Problem requirements: Your answer should be the lines of the data below that contain "شارع".
━━ Material provided ━━
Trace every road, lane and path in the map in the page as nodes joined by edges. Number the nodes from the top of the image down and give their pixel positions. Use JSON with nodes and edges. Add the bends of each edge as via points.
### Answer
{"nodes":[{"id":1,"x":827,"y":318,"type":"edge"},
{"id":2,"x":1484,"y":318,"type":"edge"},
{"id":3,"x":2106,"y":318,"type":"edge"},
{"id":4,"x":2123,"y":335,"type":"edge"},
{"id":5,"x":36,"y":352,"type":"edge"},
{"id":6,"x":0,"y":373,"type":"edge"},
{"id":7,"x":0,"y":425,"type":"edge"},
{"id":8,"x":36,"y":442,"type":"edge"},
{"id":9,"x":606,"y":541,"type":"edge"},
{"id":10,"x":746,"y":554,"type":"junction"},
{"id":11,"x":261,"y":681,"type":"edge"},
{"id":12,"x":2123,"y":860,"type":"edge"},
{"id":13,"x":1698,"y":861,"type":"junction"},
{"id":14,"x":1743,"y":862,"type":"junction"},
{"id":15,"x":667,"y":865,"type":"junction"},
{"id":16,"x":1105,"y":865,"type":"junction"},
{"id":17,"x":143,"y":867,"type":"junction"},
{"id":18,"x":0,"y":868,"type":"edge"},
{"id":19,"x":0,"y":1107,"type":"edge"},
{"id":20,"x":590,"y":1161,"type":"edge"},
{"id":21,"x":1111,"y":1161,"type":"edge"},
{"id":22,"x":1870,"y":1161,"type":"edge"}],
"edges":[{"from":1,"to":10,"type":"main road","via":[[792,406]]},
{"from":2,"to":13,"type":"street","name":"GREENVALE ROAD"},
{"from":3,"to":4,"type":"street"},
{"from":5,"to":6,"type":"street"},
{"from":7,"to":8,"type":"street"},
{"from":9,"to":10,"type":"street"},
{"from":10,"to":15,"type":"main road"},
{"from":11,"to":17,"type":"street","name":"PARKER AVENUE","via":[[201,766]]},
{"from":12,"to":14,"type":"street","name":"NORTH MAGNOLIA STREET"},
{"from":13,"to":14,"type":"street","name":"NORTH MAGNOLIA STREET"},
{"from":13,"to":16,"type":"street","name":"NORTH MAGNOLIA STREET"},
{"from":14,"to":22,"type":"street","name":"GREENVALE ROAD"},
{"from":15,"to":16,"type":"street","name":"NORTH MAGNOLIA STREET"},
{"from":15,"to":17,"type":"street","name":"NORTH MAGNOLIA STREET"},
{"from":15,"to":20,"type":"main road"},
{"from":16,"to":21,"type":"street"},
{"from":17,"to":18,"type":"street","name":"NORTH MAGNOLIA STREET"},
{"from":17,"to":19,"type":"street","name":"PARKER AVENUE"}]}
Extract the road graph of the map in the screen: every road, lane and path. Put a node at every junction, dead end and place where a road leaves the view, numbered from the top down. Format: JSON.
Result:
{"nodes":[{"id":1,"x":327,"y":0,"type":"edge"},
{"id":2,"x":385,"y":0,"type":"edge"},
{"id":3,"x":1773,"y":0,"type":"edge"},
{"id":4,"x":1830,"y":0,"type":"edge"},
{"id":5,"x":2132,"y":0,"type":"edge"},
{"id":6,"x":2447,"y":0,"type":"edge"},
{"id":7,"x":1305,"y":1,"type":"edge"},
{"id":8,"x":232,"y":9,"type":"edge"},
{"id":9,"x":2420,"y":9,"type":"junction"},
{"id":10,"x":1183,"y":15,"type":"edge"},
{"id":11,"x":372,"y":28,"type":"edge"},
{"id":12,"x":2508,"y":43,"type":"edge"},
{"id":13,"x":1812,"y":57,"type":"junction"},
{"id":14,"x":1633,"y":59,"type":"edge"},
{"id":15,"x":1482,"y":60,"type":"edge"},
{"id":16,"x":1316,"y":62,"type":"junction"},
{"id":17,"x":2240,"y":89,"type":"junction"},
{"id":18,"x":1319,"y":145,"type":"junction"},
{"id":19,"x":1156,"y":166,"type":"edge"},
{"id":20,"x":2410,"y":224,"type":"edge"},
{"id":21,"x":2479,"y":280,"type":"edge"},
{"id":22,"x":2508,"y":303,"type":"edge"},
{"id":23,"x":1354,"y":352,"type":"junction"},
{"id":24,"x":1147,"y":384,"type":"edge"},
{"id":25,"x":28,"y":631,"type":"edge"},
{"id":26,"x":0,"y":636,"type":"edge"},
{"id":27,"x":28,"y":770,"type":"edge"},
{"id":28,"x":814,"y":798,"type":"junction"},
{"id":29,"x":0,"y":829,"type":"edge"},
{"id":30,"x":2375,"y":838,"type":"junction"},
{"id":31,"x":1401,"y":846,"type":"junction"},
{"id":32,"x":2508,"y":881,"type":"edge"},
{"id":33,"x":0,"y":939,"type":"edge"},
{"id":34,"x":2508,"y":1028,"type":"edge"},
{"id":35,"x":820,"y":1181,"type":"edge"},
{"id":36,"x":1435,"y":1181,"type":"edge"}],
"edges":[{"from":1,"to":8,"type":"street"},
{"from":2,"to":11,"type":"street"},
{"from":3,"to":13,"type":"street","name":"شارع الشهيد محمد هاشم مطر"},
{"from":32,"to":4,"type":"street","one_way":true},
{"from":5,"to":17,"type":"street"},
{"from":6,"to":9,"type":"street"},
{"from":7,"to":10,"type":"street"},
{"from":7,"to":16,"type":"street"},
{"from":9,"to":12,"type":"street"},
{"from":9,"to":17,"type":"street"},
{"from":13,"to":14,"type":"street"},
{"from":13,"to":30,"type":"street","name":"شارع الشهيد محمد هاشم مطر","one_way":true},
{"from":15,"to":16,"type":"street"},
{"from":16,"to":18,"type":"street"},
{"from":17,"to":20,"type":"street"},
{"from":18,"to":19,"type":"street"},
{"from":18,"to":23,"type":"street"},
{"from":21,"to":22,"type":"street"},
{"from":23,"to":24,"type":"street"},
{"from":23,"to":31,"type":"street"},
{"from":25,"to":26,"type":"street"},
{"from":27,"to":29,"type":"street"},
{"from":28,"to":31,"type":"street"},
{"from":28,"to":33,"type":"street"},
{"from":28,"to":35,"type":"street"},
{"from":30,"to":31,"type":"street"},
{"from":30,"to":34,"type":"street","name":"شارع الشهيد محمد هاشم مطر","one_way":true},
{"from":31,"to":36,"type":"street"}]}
━━━
Response to the task:
{"from":3,"to":13,"type":"street","name":"شارع الشهيد محمد هاشم مطر"},
{"from":13,"to":30,"type":"street","name":"شارع الشهيد محمد هاشم مطر","one_way":true},
{"from":30,"to":34,"type":"street","name":"شارع الشهيد محمد هاشم مطر","one_way":true},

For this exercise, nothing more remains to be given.